#### DATASET ENTRIES
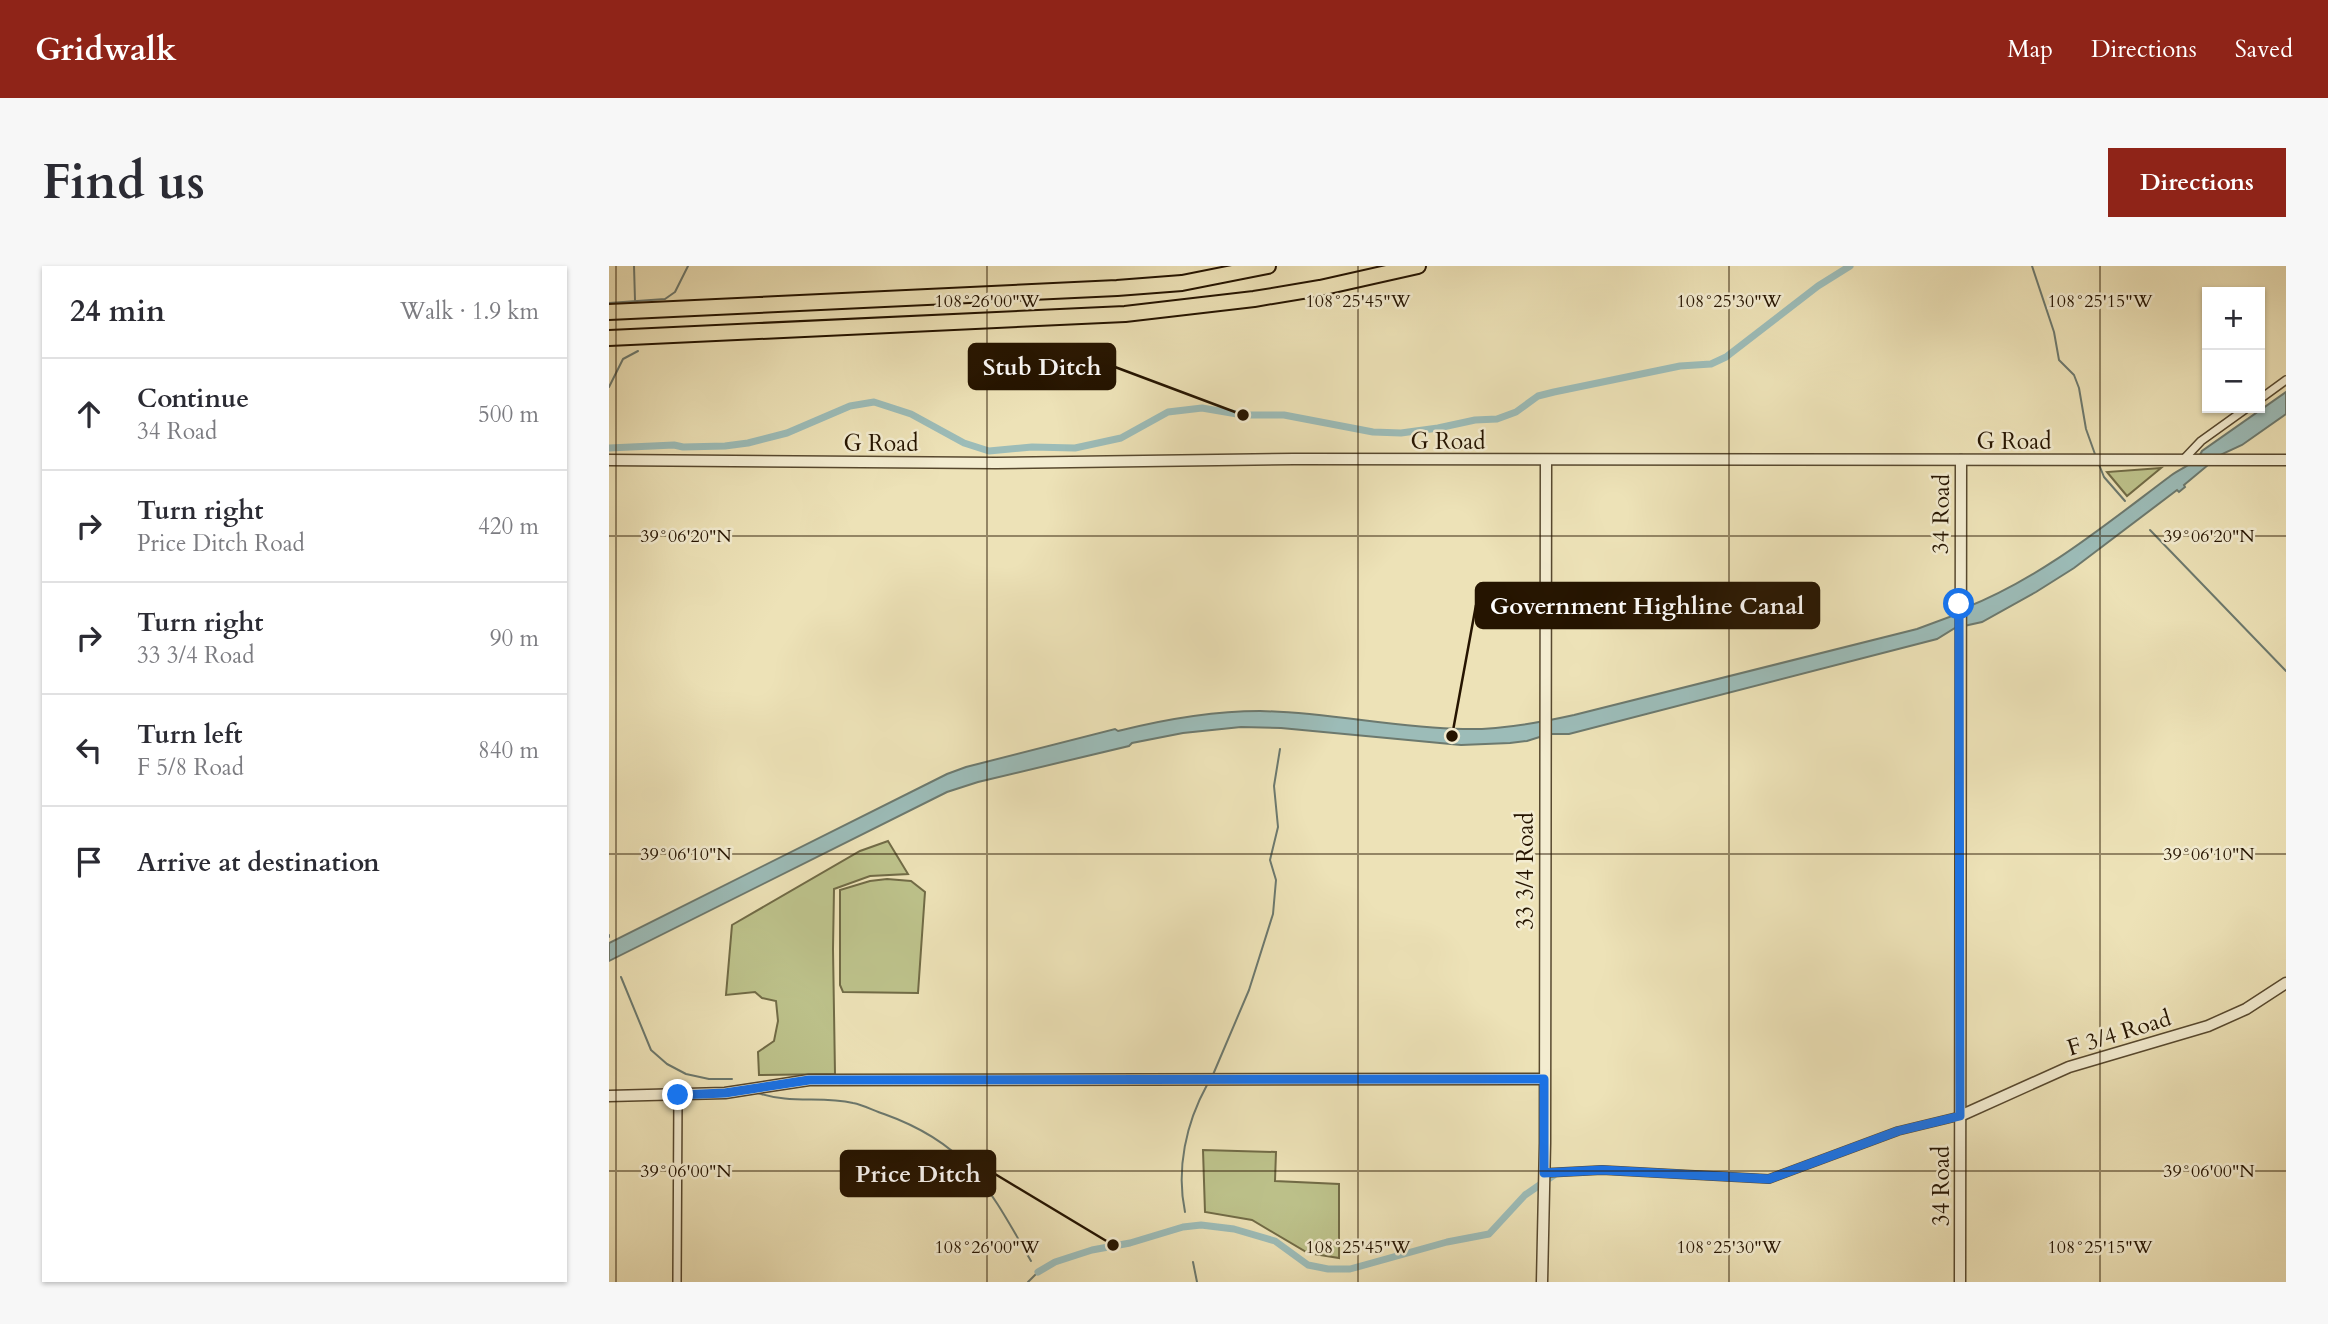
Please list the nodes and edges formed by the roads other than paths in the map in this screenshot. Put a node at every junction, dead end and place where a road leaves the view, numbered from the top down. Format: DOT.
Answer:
graph roads {
  1 [pos="1268,266"];
  2 [pos="1418,266"];
  3 [pos="609,312"];
  4 [pos="609,338"];
  5 [pos="2286,380"];
  6 [pos="2265,395"];
  7 [pos="2240,413"];
  8 [pos="609,460"];
  9 [pos="1961,460"];
  10 [pos="2188,460"];
  11 [pos="2286,460"];
  12 [pos="1546,461"];
  13 [pos="2286,983"];
  14 [pos="1544,1079"];
  15 [pos="678,1095"];
  16 [pos="609,1096"];
  17 [pos="1960,1116"];
  18 [pos="1544,1173"];
  19 [pos="677,1282"];
  20 [pos="1542,1282"];
  21 [pos="1960,1282"];
  1 -- 3 [label="highway"];
  2 -- 4 [label="highway"];
  5 -- 6 [label="street"];
  7 -- 10 [label="street"];
  8 -- 12 [label="street, G Road"];
  9 -- 10 [label="street, G Road"];
  9 -- 12 [label="street, G Road"];
  9 -- 17 [label="street, 34 Road"];
  10 -- 11 [label="street, G Road"];
  12 -- 14 [label="street, 33 3/4 Road"];
  13 -- 17 [label="street, F 3/4 Road"];
  14 -- 15 [label="street"];
  14 -- 18 [label="street, 33 3/4 Road"];
  15 -- 16 [label="street"];
  15 -- 19 [label="street"];
  17 -- 18 [label="street"];
  17 -- 21 [label="street, 34 Road"];
  18 -- 20 [label="street, 33 3/4 Road"];
}
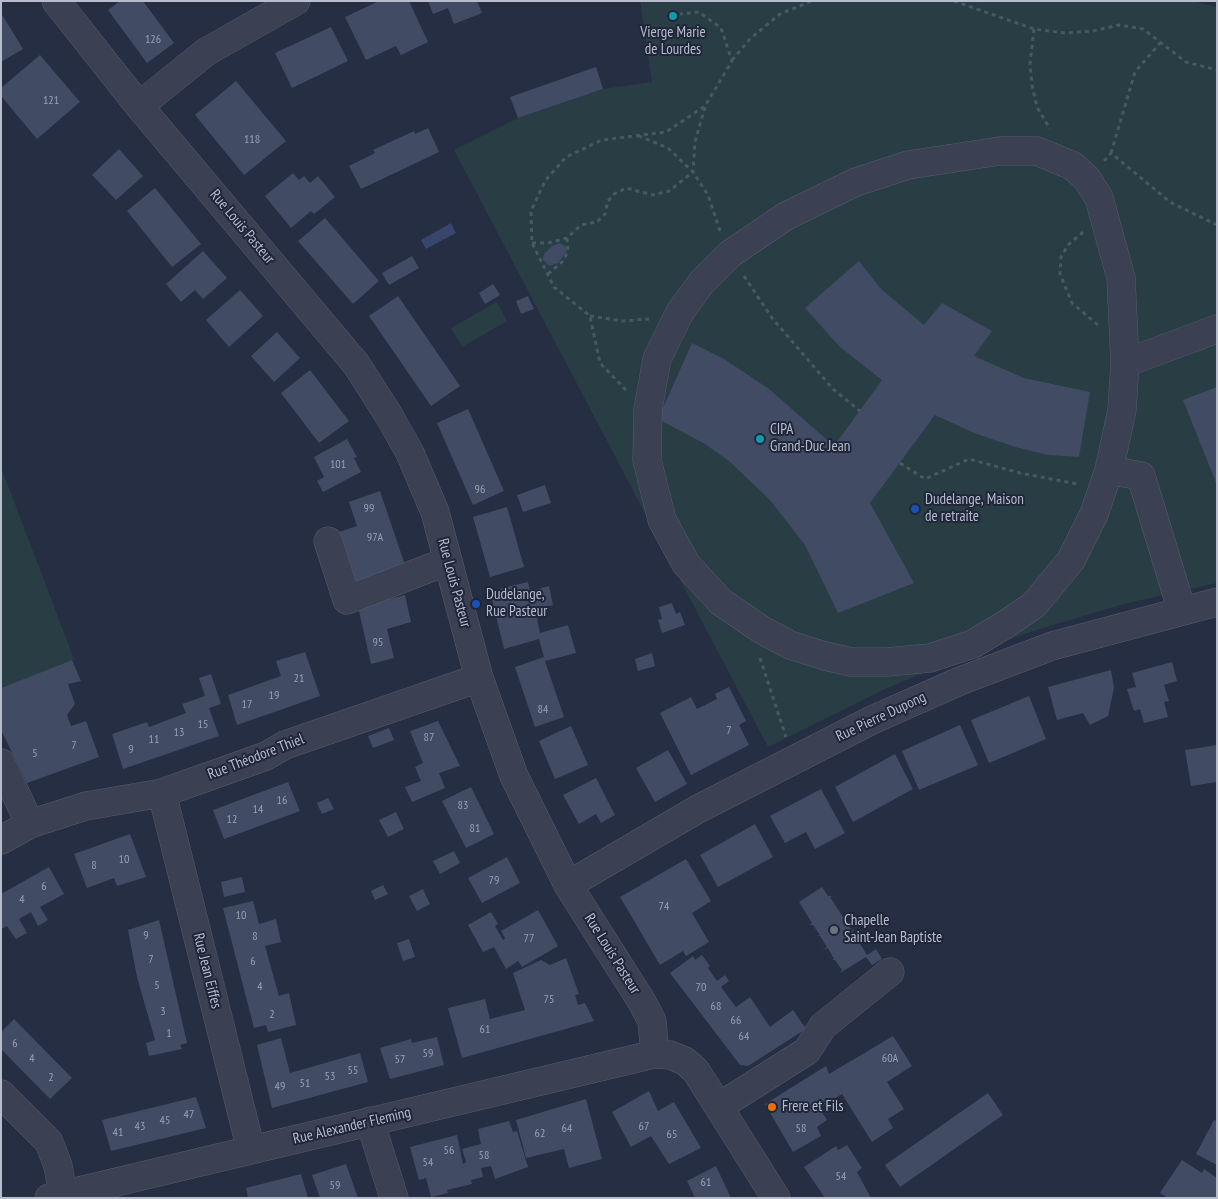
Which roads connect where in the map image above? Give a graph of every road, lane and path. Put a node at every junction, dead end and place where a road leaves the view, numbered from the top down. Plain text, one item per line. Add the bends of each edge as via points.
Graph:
1 (56, 1) edge
2 (296, 1) edge
3 (812, 1) edge
4 (954, 1) edge
5 (680, 14) dead end
6 (1034, 29) junction
7 (1160, 43) junction
8 (732, 61) junction
9 (1217, 70) edge
10 (139, 106) junction
11 (1051, 130) dead end
12 (636, 134) junction
13 (1111, 153) junction
14 (1087, 179) junction
15 (1106, 217) junction
16 (1217, 225) edge
17 (567, 238) junction
18 (532, 243) junction
19 (548, 274) junction
20 (680, 312) junction
21 (590, 316) junction
22 (1217, 329) edge
23 (1124, 335) junction
24 (1125, 363) junction
25 (648, 409) junction
26 (900, 463) dead end
27 (1106, 479) junction
28 (328, 541) dead end
29 (448, 561) junction
30 (1217, 602) edge
31 (1182, 611) junction
32 (762, 630) junction
33 (479, 678) junction
34 (795, 759) junction
35 (1, 763) edge
36 (162, 793) junction
37 (30, 824) junction
38 (1, 840) edge
39 (568, 885) junction
40 (890, 972) dead end
41 (655, 1054) junction
42 (1, 1094) edge
43 (720, 1106) junction
44 (370, 1121) junction
45 (251, 1150) junction
46 (56, 1196) edge
47 (394, 1198) edge
48 (776, 1198) edge

1 - 10 street, Rue Louis Pasteur
2 - 10 street via 206,52
3 - 8 path via 780,14 751,38
4 - 6 path
5 - 8 path via 699,12 722,28
6 - 7 path via 1065,33 1119,25 1143,29
6 - 11 path via 1030,64 1032,85 1037,107
7 - 9 path via 1186,62
7 - 13 path via 1135,72
8 - 12 path via 705,106 666,132
10 - 29 street, Rue Louis Pasteur via 356,364 410,453 435,512
12 - 17 path via 668,148 694,172 669,191 652,195 626,188 614,194 598,222 581,225
12 - 18 path via 602,140 566,158 545,181 531,211
13 - 14 path
13 - 16 path via 1170,202
14 - 15 street
14 - 20 street via 1073,166 1037,152 1000,151 908,165 856,182 786,216 730,254 702,282
15 - 23 street via 1121,278
15 - 23 path via 1090,226 1068,246 1061,257 1060,274 1072,303 1105,330
17 - 18 path
17 - 19 path via 568,252
18 - 19 path
19 - 21 path via 554,287
20 - 21 path via 622,321
20 - 25 street via 657,359
21 - 25 path via 600,363
22 - 24 street
23 - 24 street
24 - 27 street via 1122,410
25 - 32 street via 648,460 662,520 686,564 721,602
26 - 27 path via 925,479 969,460 1020,473
27 - 31 street via 1141,476
27 - 32 street via 1094,514 1071,560 1034,605 973,644 930,658 851,662 790,645
28 - 29 street via 347,600
29 - 33 street, Rue Louis Pasteur
30 - 31 street, Rue Pierre Dupong
31 - 34 street, Rue Pierre Dupong via 1052,646 960,681
32 - 34 path via 757,649 775,710
33 - 36 street, Rue Théodore Thiel via 285,745 266,756
33 - 39 street, Rue Louis Pasteur via 514,776
34 - 39 street, Rue Pierre Dupong via 698,809
35 - 37 street
36 - 37 street, Rue Théodore Thiel via 86,806
36 - 45 street, Rue Jean Eiffes
37 - 38 street, Rue Théodore Thiel
39 - 41 street, Rue Louis Pasteur via 652,1021
40 - 43 street via 823,1026 807,1051
41 - 43 street via 685,1061 696,1071
41 - 44 street, Rue Alexander Fleming
42 - 46 street via 49,1142 58,1166
43 - 48 street
44 - 45 street, Rue Alexander Fleming
44 - 47 street
45 - 46 street, Rue Alexander Fleming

#### WHAT TO PRODUCE
Give the total number of lines in the entries that contain the word "Louis", with no other words.

#### EXERCISE OUTPUT
5